Transcribe the lines below exactly. No image belongs in the transcription.

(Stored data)
────────────────────────────────────────
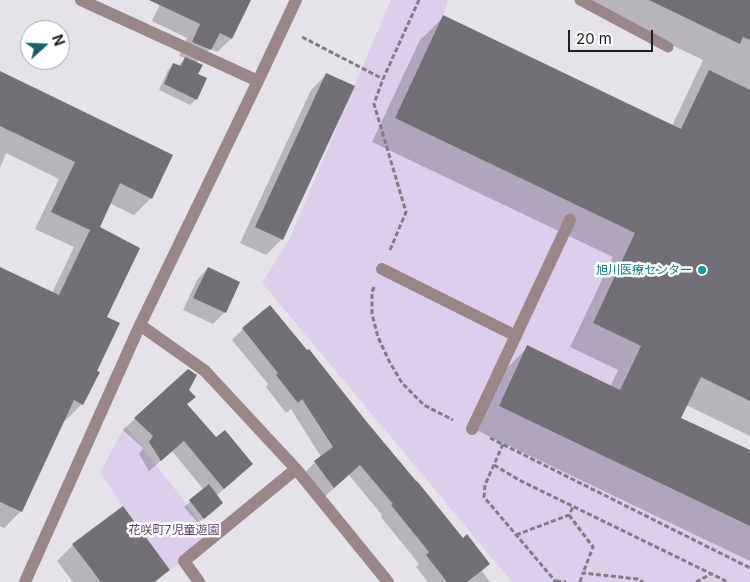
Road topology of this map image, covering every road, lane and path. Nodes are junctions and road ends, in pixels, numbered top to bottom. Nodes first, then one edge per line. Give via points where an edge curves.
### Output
1 (82, 0) edge
2 (296, 0) edge
3 (580, 0) edge
4 (283, 28) junction
5 (668, 47) dead end
6 (383, 79) dead end
7 (258, 81) junction
8 (570, 220) dead end
9 (382, 269) dead end
10 (140, 325) junction
11 (516, 336) junction
12 (472, 429) dead end
13 (503, 444) dead end
14 (494, 465) junction
15 (296, 469) junction
16 (573, 507) junction
17 (569, 515) junction
18 (516, 535) junction
19 (583, 573) junction
20 (711, 574) junction
21 (25, 582) edge
22 (199, 582) edge
23 (388, 582) edge
24 (555, 582) edge
25 (566, 582) edge
26 (580, 582) edge
27 (643, 582) edge
28 (696, 582) edge
29 (728, 582) edge

1 - 7 street
2 - 4 street
3 - 5 lane
4 - 6 path
4 - 7 street
7 - 10 street
8 - 11 street
9 - 11 street
10 - 15 street via 205,371
10 - 21 street
11 - 12 street
13 - 14 path
14 - 16 path
14 - 18 path via 485,485 484,497
15 - 22 street via 184,561
15 - 23 street
16 - 17 path
16 - 20 path
17 - 18 path
17 - 19 path via 593,547
18 - 24 path
19 - 26 path
19 - 27 path
20 - 28 path
20 - 29 path
24 - 25 path

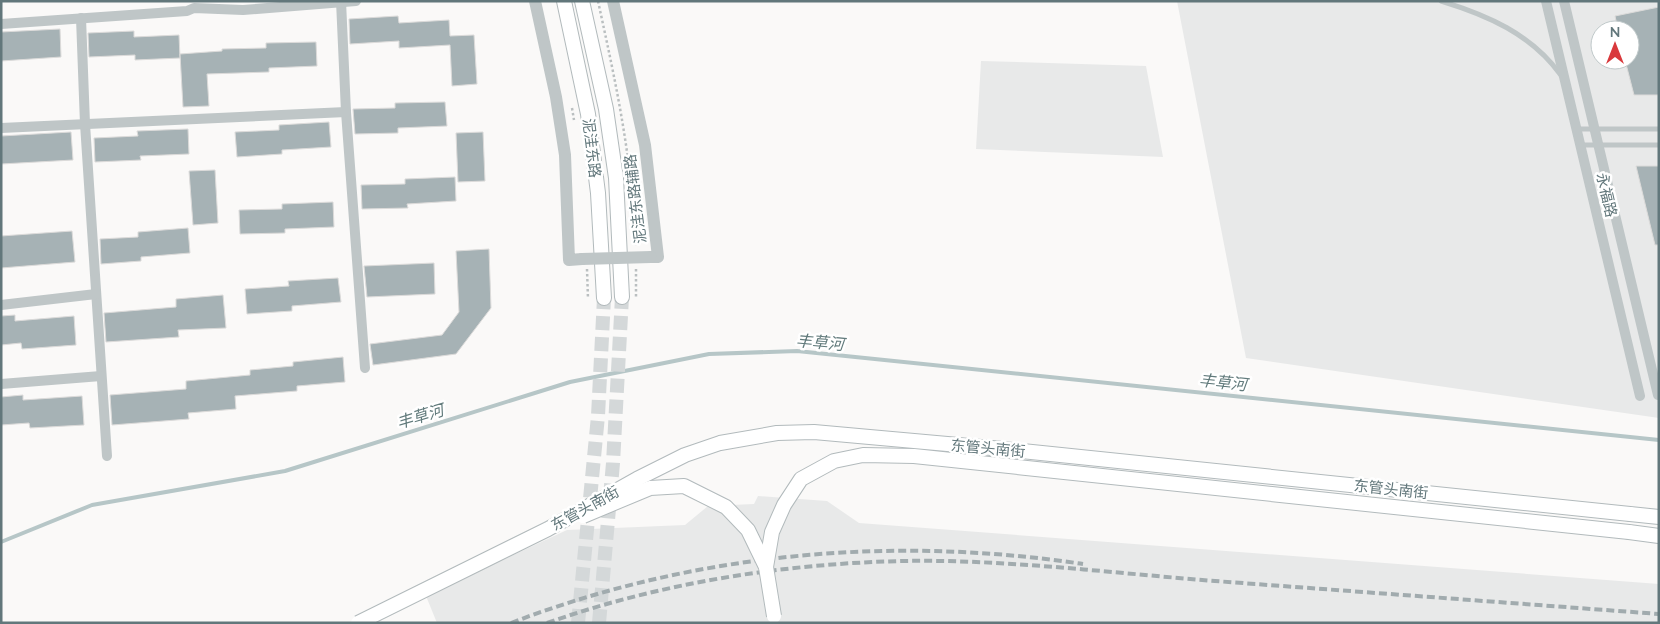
────────────────────────────────────────
Reply ::
Road topology of this map image, covering every road, lane and path. Nodes are junctions and road ends, in pixels, numbered top to bottom. Nodes first, then one edge per line. Give via points where an edge curves.
### Output
1 (82, 0) edge
2 (296, 0) edge
3 (580, 0) edge
4 (283, 28) junction
5 (668, 47) dead end
6 (383, 79) dead end
7 (258, 81) junction
8 (570, 220) dead end
9 (382, 269) dead end
10 (140, 325) junction
11 (516, 336) junction
12 (472, 429) dead end
13 (503, 444) dead end
14 (494, 465) junction
15 (296, 469) junction
16 (573, 507) junction
17 (569, 515) junction
18 (516, 535) junction
19 (583, 573) junction
20 (711, 574) junction
21 (25, 582) edge
22 (199, 582) edge
23 (388, 582) edge
24 (555, 582) edge
25 (566, 582) edge
26 (580, 582) edge
27 (643, 582) edge
28 (696, 582) edge
29 (728, 582) edge

1 - 7 street
2 - 4 street
3 - 5 lane
4 - 6 path
4 - 7 street
7 - 10 street
8 - 11 street
9 - 11 street
10 - 15 street via 205,371
10 - 21 street
11 - 12 street
13 - 14 path
14 - 16 path
14 - 18 path via 485,485 484,497
15 - 22 street via 184,561
15 - 23 street
16 - 17 path
16 - 20 path
17 - 18 path
17 - 19 path via 593,547
18 - 24 path
19 - 26 path
19 - 27 path
20 - 28 path
20 - 29 path
24 - 25 path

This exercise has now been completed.